Task description.
In the entries that follow, how many lines hold the string "userSpaceOnUse"? Give only that number.

╭─ Recorded data

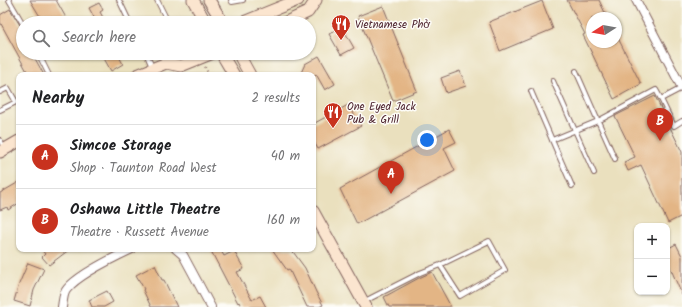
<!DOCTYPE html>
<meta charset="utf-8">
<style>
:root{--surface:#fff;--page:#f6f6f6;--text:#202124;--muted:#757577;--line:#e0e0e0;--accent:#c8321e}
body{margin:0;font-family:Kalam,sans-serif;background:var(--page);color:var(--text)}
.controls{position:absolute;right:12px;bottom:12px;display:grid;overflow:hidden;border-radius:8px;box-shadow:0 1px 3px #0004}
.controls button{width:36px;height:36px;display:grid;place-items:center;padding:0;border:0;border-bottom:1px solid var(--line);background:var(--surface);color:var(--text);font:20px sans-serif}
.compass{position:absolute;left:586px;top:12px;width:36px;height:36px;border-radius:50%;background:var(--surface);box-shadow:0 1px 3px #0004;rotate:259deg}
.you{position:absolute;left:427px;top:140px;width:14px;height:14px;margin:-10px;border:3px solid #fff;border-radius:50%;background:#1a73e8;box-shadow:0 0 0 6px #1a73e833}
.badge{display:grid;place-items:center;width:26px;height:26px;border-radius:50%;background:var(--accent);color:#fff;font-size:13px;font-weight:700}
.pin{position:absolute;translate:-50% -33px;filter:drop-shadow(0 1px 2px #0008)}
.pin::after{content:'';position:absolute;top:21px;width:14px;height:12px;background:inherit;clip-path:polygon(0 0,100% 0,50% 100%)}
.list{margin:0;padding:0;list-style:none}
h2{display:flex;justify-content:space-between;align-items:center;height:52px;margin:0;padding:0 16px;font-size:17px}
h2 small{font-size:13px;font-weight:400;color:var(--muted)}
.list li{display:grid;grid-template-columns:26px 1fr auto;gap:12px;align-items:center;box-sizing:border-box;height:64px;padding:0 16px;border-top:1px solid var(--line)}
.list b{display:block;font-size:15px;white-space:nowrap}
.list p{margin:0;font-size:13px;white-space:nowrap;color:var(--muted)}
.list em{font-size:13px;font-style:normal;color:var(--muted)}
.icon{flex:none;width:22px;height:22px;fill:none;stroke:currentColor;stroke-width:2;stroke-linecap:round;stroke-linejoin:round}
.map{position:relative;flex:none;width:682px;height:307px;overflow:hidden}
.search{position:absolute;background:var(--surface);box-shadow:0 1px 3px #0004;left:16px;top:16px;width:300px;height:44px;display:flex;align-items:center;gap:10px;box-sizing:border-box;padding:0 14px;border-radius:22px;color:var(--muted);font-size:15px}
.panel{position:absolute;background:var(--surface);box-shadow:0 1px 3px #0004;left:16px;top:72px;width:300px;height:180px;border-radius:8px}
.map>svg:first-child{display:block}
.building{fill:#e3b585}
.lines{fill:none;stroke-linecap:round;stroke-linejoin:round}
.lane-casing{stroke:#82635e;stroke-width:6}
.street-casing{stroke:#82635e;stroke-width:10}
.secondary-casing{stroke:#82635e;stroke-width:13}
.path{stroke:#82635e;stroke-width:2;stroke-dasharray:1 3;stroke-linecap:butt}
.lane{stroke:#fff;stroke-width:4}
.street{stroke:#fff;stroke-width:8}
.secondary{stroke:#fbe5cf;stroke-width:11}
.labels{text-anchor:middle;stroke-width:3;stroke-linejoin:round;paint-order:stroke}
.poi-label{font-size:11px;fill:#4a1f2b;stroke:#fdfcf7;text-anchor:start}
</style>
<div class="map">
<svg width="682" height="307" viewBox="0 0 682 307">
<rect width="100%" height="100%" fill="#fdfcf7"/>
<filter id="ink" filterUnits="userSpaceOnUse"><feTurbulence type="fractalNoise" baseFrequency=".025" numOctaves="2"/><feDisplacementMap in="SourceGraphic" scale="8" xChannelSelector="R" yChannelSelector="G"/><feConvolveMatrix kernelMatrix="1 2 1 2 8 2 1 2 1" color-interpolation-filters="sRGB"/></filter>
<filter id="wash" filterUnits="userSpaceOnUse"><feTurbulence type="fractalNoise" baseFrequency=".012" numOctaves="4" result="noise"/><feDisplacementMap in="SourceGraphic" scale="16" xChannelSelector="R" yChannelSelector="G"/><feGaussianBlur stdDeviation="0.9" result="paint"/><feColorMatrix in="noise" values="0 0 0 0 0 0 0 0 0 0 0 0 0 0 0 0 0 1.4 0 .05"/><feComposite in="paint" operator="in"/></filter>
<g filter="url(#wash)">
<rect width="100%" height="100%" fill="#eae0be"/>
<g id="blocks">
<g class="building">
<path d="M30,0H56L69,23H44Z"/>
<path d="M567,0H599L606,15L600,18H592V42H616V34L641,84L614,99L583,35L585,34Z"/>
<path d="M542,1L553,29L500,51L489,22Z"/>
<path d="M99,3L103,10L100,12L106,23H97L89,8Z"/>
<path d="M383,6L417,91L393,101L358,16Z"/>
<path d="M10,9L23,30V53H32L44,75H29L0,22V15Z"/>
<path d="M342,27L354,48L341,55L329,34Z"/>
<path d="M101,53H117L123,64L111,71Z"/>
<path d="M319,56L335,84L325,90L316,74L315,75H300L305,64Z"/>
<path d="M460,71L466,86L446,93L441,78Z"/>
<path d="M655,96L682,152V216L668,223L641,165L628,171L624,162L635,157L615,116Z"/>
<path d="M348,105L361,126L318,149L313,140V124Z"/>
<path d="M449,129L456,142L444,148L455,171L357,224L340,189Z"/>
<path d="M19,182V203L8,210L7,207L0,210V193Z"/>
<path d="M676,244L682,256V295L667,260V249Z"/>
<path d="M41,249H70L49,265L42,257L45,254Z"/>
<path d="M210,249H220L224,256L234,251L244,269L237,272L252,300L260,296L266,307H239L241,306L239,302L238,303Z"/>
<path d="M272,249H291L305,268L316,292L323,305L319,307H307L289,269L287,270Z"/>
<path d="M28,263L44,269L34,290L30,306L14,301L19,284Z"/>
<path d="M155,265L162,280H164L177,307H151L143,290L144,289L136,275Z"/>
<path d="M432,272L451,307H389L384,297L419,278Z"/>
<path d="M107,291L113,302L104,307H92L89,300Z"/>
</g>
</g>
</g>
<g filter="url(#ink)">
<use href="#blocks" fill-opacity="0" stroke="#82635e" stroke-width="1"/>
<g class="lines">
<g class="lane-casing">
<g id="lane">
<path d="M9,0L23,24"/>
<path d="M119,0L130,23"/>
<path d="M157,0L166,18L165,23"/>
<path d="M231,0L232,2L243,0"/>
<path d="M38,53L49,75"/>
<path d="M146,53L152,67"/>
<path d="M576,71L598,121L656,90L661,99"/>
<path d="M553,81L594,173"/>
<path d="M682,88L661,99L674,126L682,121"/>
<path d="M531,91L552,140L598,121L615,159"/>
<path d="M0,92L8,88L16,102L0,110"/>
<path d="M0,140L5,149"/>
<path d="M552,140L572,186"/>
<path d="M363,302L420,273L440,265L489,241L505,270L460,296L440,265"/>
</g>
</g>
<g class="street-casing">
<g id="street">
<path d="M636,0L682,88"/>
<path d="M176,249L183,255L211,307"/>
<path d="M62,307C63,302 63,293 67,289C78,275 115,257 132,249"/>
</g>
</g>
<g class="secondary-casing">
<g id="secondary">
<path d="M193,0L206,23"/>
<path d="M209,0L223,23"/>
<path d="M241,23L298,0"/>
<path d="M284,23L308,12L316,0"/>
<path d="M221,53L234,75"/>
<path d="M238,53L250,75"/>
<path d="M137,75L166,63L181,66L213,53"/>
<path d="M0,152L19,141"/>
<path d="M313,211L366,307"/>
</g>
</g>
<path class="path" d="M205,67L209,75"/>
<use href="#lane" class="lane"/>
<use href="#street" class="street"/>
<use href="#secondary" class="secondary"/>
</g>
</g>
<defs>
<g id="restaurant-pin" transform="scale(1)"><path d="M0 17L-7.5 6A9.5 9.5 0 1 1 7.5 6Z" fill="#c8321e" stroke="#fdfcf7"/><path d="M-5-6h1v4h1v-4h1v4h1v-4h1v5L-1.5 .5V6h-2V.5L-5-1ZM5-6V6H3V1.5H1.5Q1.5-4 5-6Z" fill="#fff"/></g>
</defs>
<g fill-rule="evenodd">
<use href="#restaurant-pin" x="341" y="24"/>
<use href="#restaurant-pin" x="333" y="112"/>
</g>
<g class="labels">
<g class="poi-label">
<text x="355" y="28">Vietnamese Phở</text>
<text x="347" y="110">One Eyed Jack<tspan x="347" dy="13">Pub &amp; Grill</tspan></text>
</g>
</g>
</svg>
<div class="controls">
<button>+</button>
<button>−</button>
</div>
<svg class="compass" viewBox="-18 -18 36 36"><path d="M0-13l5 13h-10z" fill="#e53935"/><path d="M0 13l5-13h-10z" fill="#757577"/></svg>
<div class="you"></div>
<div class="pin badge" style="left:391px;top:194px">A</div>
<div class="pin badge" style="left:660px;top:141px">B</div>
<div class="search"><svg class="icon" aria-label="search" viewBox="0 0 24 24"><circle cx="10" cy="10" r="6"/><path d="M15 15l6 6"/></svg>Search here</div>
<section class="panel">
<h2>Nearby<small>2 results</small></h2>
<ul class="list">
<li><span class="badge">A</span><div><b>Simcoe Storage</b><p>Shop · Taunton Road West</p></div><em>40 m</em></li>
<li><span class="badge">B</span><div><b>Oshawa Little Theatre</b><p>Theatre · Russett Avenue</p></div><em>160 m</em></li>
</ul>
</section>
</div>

╰─

Response area.
2